In total, after exclusion of hospital contacts the last two days before VTE-diagnosis, 1283 hospital contacts were registered during the hazard period and control periods (Table 3). The number of hospital contacts was higher in the periods closest to the VTE, increasing from 165, 172, 187 and 199, respectively, in the control periods, to 560 contacts in the hazard period. CRP was measured in 298 cases during the hazard period, and in 75, 72, 86 and 96 cases during the four control periods. Median CRP was highest in the hazard period (CRP 107 mg/L), and ranged from 7 mg/L to 16 mg/L in the control periods (Table 3).
Table 3.
Based on β coefficients for ln-CRP obtained from logistic regression analyses, the mean CRP level was 58% (95% CI 39-77%) higher in hazard than in control periods. After adjustment for immobilization, the CRP level was 51% (95% CI 31-70%) higher, and after adjustment for infection the CRP level was 40% (95% CI 19-61%) higher in the hazard than in the control periods (Table 4). This corresponded to a 1.8-fold increased estimated VTE risk per unit increase in ln-CRP (OR 1.79, 95% CI 1.48-2.16), which were only slightly attenuated after adjustment for immobilization (OR 1.66, 95% CI 1.37-2.02) and for infection (OR 1.50, 95% CI 1.21-1.85).
Table 4.
In analyses stratified for infection, the mean CRP level was 57% (95% CI 20-94%) higher in the hazard versus control periods in those without infection and 44% (95% CI 1-87%) higher in those with infection. Estimated increase in VTE risk according to a one-unit increase in ln-CRP was 1.8-fold (OR 1.77, 95% CI 1.22-2.57) in those without infection and 1.6-fold in those with infection (OR 1.55, 95% CI 1.01-2.38). Adjustment for immobilization revealed similar results (Table 4).
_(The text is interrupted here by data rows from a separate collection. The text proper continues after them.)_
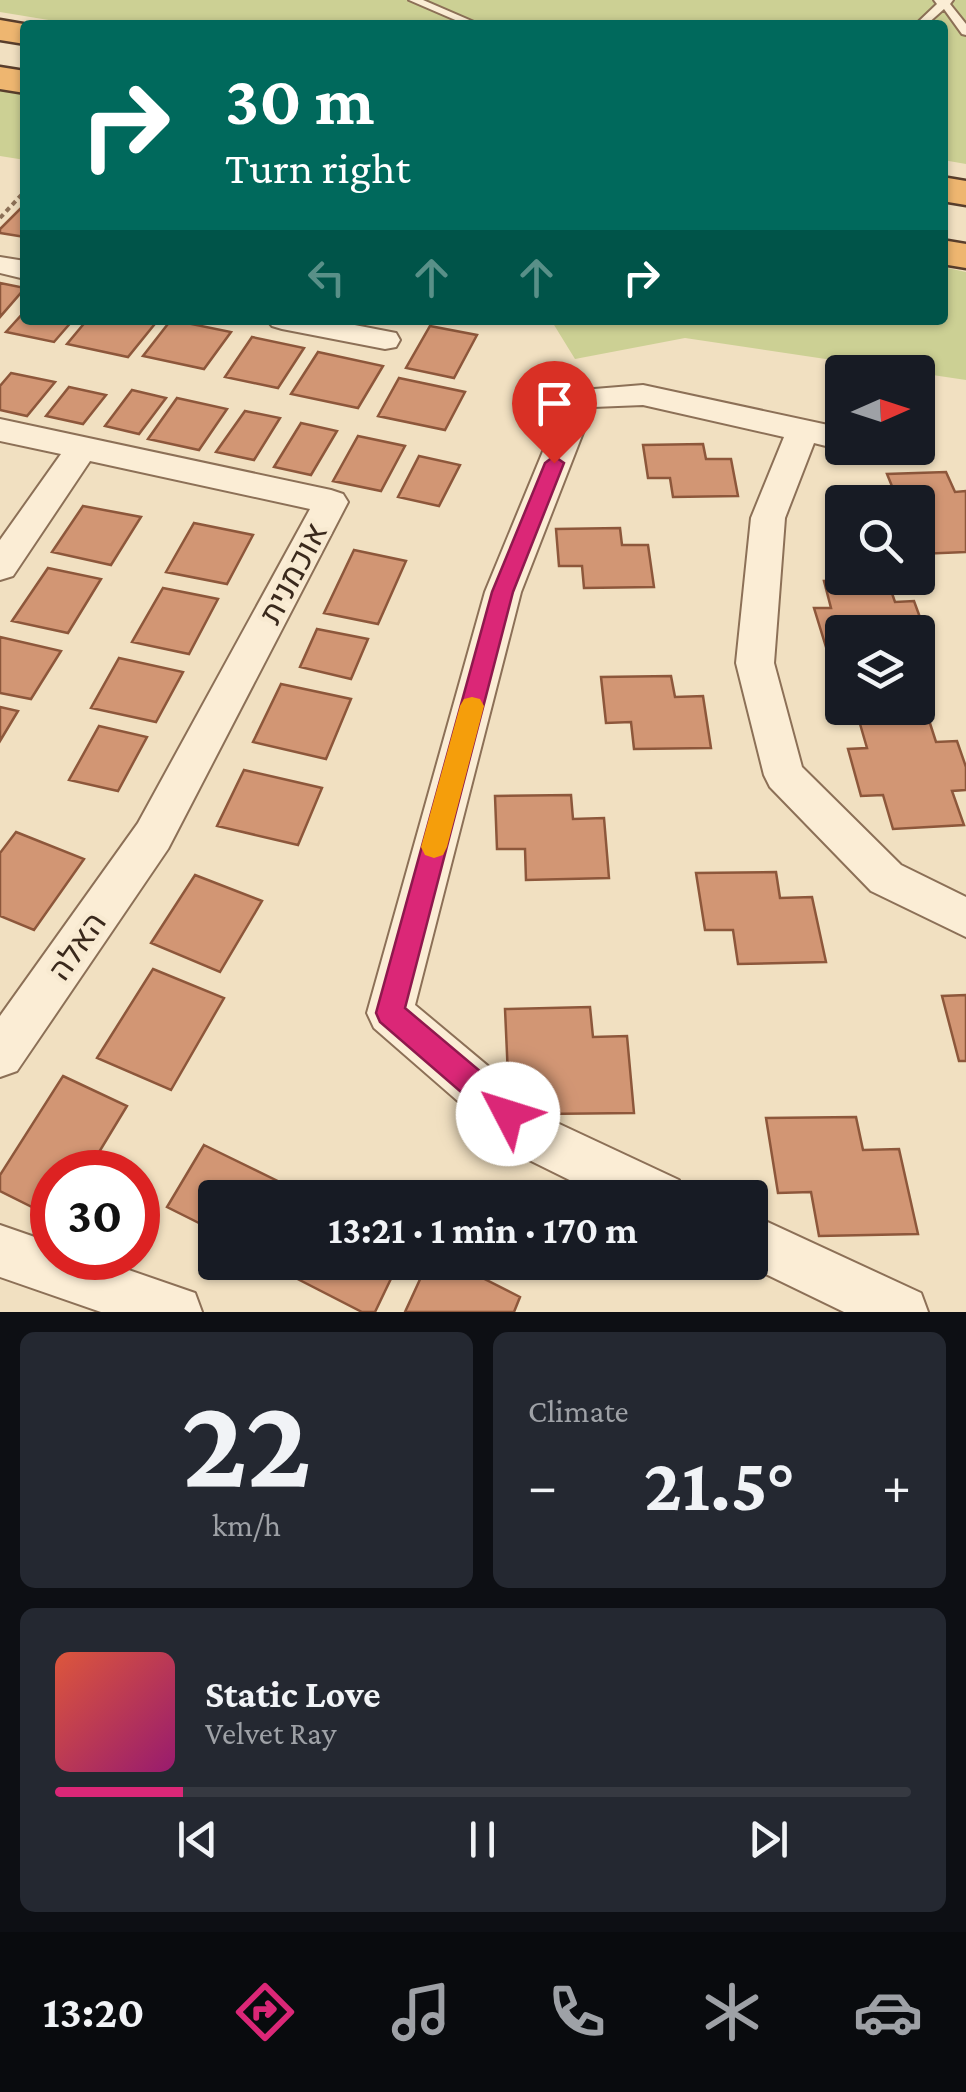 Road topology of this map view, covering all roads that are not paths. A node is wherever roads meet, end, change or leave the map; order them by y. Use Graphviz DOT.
graph roads {
  1 [pos="414,0"];
  2 [pos="943,1"];
  3 [pos="464,20"];
  4 [pos="925,20"];
  5 [pos="966,32"];
  6 [pos="308,325"];
  7 [pos="385,340"];
  8 [pos="0,430"];
  9 [pos="802,431"];
  10 [pos="825,436"];
  11 [pos="80,451"];
  12 [pos="0,568"];
  13 [pos="153,836"];
  14 [pos="966,918"];
  15 [pos="0,1055"];
  16 [pos="624,1180"];
  17 [pos="768,1249"];
  18 [pos="0,1251"];
  19 [pos="176,1312"];
  20 [pos="902,1312"];
  1 -- 3 [label="lane"];
  2 -- 4 [label="lane"];
  2 -- 5 [label="lane"];
  6 -- 7 [label="street"];
  8 -- 11 [label="street, אוכמנית"];
  9 -- 10 [label="street"];
  9 -- 14 [label="street"];
  9 -- 16 [label="street"];
  11 -- 12 [label="street"];
  11 -- 13 [label="street, אוכמנית"];
  13 -- 15 [label="street, האלה"];
  17 -- 20 [label="street"];
  18 -- 19 [label="street"];
}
Sensitivity analyses restricted to CRP measurements that were conducted more than 7 days before the date of VTE-diagnosis yielded essentially similar results (Online Supplementary Table S1). In sensitivity analyses where missing CRP values were set to 5 mg/L, the estimated VTE risk per unit increase in ln-CRP was 2.4-fold increased (OR 2.36, 95% CI 2.14-2.61) (Online Supplementary Table S2).
When comparing CRP levels in the hazard period to each control period (C1-4) separately, there was no trend for change in CRP level according to time between control and hazard period (the CRP level was increased by 65%, 77%, 42% and 60%, respectively) (Table 5). The estimated risk of VTE by ln-CRP was 1.9-fold increased when comparing the hazard period with C1, 2.2-fold increased when compared with C2, 1.5-fold increased when compared with C3, and 1.8-fold increased when compared with C4.
Table 5.
Discussion
In this case-crossover study including 707 incident VTEs, we found that acute inflammation, assessed by increase in CRP, was a trigger for VTE. The association remained after adjustment for immobilization and for infection. In stratified analyses, inflammation assessed by CRP was associated with increased risk of VTE also in cases without infection. The strength of the estimated risk of VTE by CRP remained similar when separately compared to the different control periods.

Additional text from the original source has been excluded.